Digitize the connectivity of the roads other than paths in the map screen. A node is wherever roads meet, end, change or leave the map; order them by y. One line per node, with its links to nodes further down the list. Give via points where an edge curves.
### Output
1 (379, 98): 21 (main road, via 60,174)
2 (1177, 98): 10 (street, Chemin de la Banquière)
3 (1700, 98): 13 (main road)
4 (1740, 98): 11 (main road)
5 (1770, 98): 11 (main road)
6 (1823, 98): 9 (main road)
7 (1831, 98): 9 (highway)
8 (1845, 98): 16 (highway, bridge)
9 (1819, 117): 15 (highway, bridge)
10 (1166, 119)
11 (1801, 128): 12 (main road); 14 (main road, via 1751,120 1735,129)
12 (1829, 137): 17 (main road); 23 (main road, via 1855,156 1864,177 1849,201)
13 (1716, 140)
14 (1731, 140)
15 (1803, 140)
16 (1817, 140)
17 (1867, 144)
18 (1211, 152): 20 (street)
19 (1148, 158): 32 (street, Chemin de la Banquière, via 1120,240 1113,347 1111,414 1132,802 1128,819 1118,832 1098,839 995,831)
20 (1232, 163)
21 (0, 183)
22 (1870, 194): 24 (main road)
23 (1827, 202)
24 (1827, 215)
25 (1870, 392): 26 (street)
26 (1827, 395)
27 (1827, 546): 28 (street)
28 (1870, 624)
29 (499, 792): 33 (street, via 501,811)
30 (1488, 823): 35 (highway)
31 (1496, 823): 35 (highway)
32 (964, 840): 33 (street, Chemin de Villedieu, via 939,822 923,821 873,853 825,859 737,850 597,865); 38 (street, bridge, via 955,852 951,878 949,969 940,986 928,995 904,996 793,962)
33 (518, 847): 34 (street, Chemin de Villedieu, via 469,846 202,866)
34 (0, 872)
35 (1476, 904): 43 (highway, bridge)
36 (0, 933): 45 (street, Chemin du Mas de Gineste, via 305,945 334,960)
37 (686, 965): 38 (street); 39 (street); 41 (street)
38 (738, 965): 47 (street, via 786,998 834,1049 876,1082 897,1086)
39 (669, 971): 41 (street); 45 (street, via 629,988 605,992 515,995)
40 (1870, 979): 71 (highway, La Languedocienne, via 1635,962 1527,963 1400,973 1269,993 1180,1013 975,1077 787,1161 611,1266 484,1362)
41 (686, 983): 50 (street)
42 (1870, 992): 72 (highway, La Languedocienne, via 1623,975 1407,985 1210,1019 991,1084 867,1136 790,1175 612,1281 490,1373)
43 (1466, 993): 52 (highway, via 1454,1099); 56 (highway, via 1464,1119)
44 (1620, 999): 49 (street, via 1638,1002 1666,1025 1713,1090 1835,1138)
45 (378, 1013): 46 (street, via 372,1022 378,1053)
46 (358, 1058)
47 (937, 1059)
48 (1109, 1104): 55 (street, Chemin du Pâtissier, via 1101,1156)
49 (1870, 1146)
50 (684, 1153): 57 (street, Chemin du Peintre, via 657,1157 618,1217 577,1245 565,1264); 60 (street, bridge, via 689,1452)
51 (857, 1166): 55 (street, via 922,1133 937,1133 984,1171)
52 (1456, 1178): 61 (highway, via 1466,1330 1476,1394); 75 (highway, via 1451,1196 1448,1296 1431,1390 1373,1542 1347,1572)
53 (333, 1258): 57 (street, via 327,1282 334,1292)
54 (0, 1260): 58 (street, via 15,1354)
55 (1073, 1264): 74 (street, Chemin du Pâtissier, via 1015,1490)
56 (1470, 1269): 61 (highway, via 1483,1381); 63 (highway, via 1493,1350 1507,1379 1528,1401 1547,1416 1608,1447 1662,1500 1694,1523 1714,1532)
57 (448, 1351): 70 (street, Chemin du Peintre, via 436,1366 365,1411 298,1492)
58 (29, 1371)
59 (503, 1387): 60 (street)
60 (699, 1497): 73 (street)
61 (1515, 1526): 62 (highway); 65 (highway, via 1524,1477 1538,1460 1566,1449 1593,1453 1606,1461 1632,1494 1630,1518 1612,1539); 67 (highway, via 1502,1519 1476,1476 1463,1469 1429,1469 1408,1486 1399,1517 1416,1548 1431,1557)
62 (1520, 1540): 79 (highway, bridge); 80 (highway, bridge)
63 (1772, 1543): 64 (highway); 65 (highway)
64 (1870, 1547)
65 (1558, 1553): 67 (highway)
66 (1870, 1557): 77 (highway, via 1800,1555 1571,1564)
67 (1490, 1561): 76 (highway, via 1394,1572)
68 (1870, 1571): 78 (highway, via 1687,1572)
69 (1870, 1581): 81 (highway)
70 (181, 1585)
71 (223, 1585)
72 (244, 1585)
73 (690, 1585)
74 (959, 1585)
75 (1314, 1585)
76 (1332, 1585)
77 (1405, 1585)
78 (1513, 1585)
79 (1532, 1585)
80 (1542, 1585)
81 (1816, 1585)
****
# EXERCISE DESCRIPTION
Copy the whole listing down exactly.

# EXERCISE RESULT
Digitize the connectivity of the roads other than paths in the map screen. A node is wherever roads meet, end, change or leave the map; order them by y. One line per node, with its links to nodes further down the list. Give via points where an edge curves.
### Output
1 (379, 98): 21 (main road, via 60,174)
2 (1177, 98): 10 (street, Chemin de la Banquière)
3 (1700, 98): 13 (main road)
4 (1740, 98): 11 (main road)
5 (1770, 98): 11 (main road)
6 (1823, 98): 9 (main road)
7 (1831, 98): 9 (highway)
8 (1845, 98): 16 (highway, bridge)
9 (1819, 117): 15 (highway, bridge)
10 (1166, 119)
11 (1801, 128): 12 (main road); 14 (main road, via 1751,120 1735,129)
12 (1829, 137): 17 (main road); 23 (main road, via 1855,156 1864,177 1849,201)
13 (1716, 140)
14 (1731, 140)
15 (1803, 140)
16 (1817, 140)
17 (1867, 144)
18 (1211, 152): 20 (street)
19 (1148, 158): 32 (street, Chemin de la Banquière, via 1120,240 1113,347 1111,414 1132,802 1128,819 1118,832 1098,839 995,831)
20 (1232, 163)
21 (0, 183)
22 (1870, 194): 24 (main road)
23 (1827, 202)
24 (1827, 215)
25 (1870, 392): 26 (street)
26 (1827, 395)
27 (1827, 546): 28 (street)
28 (1870, 624)
29 (499, 792): 33 (street, via 501,811)
30 (1488, 823): 35 (highway)
31 (1496, 823): 35 (highway)
32 (964, 840): 33 (street, Chemin de Villedieu, via 939,822 923,821 873,853 825,859 737,850 597,865); 38 (street, bridge, via 955,852 951,878 949,969 940,986 928,995 904,996 793,962)
33 (518, 847): 34 (street, Chemin de Villedieu, via 469,846 202,866)
34 (0, 872)
35 (1476, 904): 43 (highway, bridge)
36 (0, 933): 45 (street, Chemin du Mas de Gineste, via 305,945 334,960)
37 (686, 965): 38 (street); 39 (street); 41 (street)
38 (738, 965): 47 (street, via 786,998 834,1049 876,1082 897,1086)
39 (669, 971): 41 (street); 45 (street, via 629,988 605,992 515,995)
40 (1870, 979): 71 (highway, La Languedocienne, via 1635,962 1527,963 1400,973 1269,993 1180,1013 975,1077 787,1161 611,1266 484,1362)
41 (686, 983): 50 (street)
42 (1870, 992): 72 (highway, La Languedocienne, via 1623,975 1407,985 1210,1019 991,1084 867,1136 790,1175 612,1281 490,1373)
43 (1466, 993): 52 (highway, via 1454,1099); 56 (highway, via 1464,1119)
44 (1620, 999): 49 (street, via 1638,1002 1666,1025 1713,1090 1835,1138)
45 (378, 1013): 46 (street, via 372,1022 378,1053)
46 (358, 1058)
47 (937, 1059)
48 (1109, 1104): 55 (street, Chemin du Pâtissier, via 1101,1156)
49 (1870, 1146)
50 (684, 1153): 57 (street, Chemin du Peintre, via 657,1157 618,1217 577,1245 565,1264); 60 (street, bridge, via 689,1452)
51 (857, 1166): 55 (street, via 922,1133 937,1133 984,1171)
52 (1456, 1178): 61 (highway, via 1466,1330 1476,1394); 75 (highway, via 1451,1196 1448,1296 1431,1390 1373,1542 1347,1572)
53 (333, 1258): 57 (street, via 327,1282 334,1292)
54 (0, 1260): 58 (street, via 15,1354)
55 (1073, 1264): 74 (street, Chemin du Pâtissier, via 1015,1490)
56 (1470, 1269): 61 (highway, via 1483,1381); 63 (highway, via 1493,1350 1507,1379 1528,1401 1547,1416 1608,1447 1662,1500 1694,1523 1714,1532)
57 (448, 1351): 70 (street, Chemin du Peintre, via 436,1366 365,1411 298,1492)
58 (29, 1371)
59 (503, 1387): 60 (street)
60 (699, 1497): 73 (street)
61 (1515, 1526): 62 (highway); 65 (highway, via 1524,1477 1538,1460 1566,1449 1593,1453 1606,1461 1632,1494 1630,1518 1612,1539); 67 (highway, via 1502,1519 1476,1476 1463,1469 1429,1469 1408,1486 1399,1517 1416,1548 1431,1557)
62 (1520, 1540): 79 (highway, bridge); 80 (highway, bridge)
63 (1772, 1543): 64 (highway); 65 (highway)
64 (1870, 1547)
65 (1558, 1553): 67 (highway)
66 (1870, 1557): 77 (highway, via 1800,1555 1571,1564)
67 (1490, 1561): 76 (highway, via 1394,1572)
68 (1870, 1571): 78 (highway, via 1687,1572)
69 (1870, 1581): 81 (highway)
70 (181, 1585)
71 (223, 1585)
72 (244, 1585)
73 (690, 1585)
74 (959, 1585)
75 (1314, 1585)
76 (1332, 1585)
77 (1405, 1585)
78 (1513, 1585)
79 (1532, 1585)
80 (1542, 1585)
81 (1816, 1585)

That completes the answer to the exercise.